Exportations d’armes wallonnes : suite (et non fin) de la saga judiciaire

La Cour d’appel de Liège vient de confirmer le jugement du Tribunal de première instance de Namur condamnant la Région wallonne à indemniser la Ligue des Droits Humains (LDH) en raison du préjudice qu’elle a subi dans les dossiers liés aux exportations d’armes wallonnes.

Rappel des faits
En 2009, la LDH introduisait avec succès un recours en suspension et en annulation de la décision du Ministre-Président wallon (MPW) de l’époque d’octroyer des licences d’exportation d’armes à l’Etat libyen. En effet, le MPW avait cyniquement attendu le lendemain des élections pour prendre sa décision, c’est-à-dire un moment où aucun contrôle parlementaire n’était possible, ce que le Conseil d’État avait à juste titre critiqué en suspendant les licences non encore exécutées.

Sans se démonter aucunement, le MPW adoptait un nouveau train de licences, toutes aussi illégales, afin de couvrir les licences précédemment suspendues. Avec pour conséquences, certes, que la LDH obtenait une nouvelle décision victorieuse devant le Conseil d’État  mais également que, entre-temps, les armes soient livrées à leur destinataire libyen.

Comme le Conseil d’État avait critiqué à trois reprises (une fois en suspension, deux fois en annulation) la procédure d’octroi de licences d’exportation par la Wallonie, le législateur wallon a jugé bon de réglementer la matière pour lui donner un cadre juridique plus clair. Toutefois, ce faisant, il instaura une procédure de confidentialité totale en soustrayant les licences au décret et à la loi sur la publicité des actes administratifs et en prévoyant que les décisions d’octroi de licences ne devaient être soumises à aucune obligation de motivation, contrairement à tous les autres actes administratifs.

Fort heureusement, suite à un nouveau recours en annulation de la LDH, la Cour constitutionnelle constata que ce décret constituait une entorse aux normes constitutionnelles relatives à la transparence et au contrôle démocratique des actes de l’exécutif et en annula les dispositions problématiques.

L’action civile
Face à la mauvaise foi caractérisée du gouvernement et du législateur wallons, qui ont à plusieurs reprises été avertis de l’illégalité de leurs actes préalablement à l’adoption des actes suspendus ou annulés, la LDH a demandé aux tribunaux civils de réparer le dommage causé par les fautes répétées de la Région wallonne.
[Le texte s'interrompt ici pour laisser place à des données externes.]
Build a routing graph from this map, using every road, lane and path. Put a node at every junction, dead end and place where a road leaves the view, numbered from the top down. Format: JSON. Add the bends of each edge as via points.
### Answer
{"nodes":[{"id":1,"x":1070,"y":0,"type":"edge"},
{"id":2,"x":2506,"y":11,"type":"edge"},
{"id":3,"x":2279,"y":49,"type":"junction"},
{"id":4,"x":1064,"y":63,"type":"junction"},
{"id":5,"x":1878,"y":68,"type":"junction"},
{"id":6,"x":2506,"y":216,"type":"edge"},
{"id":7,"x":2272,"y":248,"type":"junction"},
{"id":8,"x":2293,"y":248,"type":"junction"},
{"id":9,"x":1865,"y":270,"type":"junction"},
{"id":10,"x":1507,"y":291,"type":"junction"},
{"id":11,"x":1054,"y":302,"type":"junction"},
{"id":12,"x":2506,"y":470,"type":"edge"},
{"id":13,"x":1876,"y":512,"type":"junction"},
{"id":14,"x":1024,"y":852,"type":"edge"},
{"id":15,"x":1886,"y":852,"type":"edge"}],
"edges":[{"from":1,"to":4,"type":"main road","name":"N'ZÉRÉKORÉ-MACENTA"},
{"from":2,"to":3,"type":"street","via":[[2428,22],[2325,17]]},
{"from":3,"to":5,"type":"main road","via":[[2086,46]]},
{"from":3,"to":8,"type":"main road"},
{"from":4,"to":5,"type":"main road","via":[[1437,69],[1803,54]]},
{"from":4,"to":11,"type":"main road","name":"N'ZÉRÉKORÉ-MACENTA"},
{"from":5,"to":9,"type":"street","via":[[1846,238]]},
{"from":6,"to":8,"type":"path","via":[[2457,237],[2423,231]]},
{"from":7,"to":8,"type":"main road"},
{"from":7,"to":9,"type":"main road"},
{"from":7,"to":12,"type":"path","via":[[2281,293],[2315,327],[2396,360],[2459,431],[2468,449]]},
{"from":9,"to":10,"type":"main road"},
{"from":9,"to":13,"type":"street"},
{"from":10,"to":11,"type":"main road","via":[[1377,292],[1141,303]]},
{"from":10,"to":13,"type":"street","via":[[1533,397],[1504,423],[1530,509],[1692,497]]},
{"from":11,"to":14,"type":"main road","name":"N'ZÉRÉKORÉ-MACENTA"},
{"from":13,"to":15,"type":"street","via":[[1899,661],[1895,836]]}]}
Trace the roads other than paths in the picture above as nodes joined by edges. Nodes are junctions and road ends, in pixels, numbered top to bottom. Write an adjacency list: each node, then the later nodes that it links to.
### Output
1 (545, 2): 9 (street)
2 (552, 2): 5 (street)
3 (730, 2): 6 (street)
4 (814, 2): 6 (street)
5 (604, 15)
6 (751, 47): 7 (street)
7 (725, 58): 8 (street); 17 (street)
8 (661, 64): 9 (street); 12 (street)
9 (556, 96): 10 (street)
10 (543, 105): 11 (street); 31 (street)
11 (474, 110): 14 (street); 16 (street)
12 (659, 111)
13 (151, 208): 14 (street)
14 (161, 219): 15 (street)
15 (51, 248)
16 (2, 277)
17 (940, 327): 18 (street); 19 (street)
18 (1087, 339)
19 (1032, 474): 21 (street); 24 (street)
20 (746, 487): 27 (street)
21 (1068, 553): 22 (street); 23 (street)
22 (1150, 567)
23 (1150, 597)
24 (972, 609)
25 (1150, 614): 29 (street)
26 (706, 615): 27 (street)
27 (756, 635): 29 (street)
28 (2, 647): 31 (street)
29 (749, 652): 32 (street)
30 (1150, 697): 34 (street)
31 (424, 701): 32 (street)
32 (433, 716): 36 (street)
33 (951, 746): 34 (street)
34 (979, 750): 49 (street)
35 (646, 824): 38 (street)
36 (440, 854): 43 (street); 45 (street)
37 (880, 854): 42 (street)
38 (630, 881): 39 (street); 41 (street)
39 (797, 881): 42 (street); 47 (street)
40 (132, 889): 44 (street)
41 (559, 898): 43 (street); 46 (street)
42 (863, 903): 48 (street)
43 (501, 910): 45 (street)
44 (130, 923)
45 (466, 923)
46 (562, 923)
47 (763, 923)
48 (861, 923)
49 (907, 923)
Après le Tribunal de première instance de Namur, c’est aujourd’hui à la Cour d’appel de Liège de faire droit aux prétentions de la LDH et de lui allouer des dommages et intérêts.

Ce qu’il est important de retenir de cette saga judiciaire, c’est que les autorités wallonnes ne semblent pas avoir appris de leurs erreurs passées, puisqu’elles ont remis le travail sur le métier en autorisant la livraison d’armes à l’Arabie Saoudite… Décisions à nouveau censurées par le Conseil d’État pour le même motif !

Or, la décision de la Cour d’appel souligne clairement, entre autres, que le fait que les licences d’exportation d’armes ne fassent pas l’objet de motivation formelle est une faute. « Errare humanum est, perseverare diabolicum » est une locution latine qui ne semble pas très populaire dans les couloirs de l’Elysette…

Cette décision judiciaire rappelle toutefois avec force que la mauvaise gestion et l’opacité qui règnent en matière de délivrance de licences d’exportation d’armes est pour le moins problématique. La LDH estime dès lors, aux côtés de la CNAPD et d’Amnesty International, que le décret wallon réglementant la matière doit être impérativement réformé. Il ne reste plus qu’à espérer que la prochaine majorité wallonne aura un peu plus de considérations pour la transparence démocratique ou, à défaut, pour les deniers du contribuable.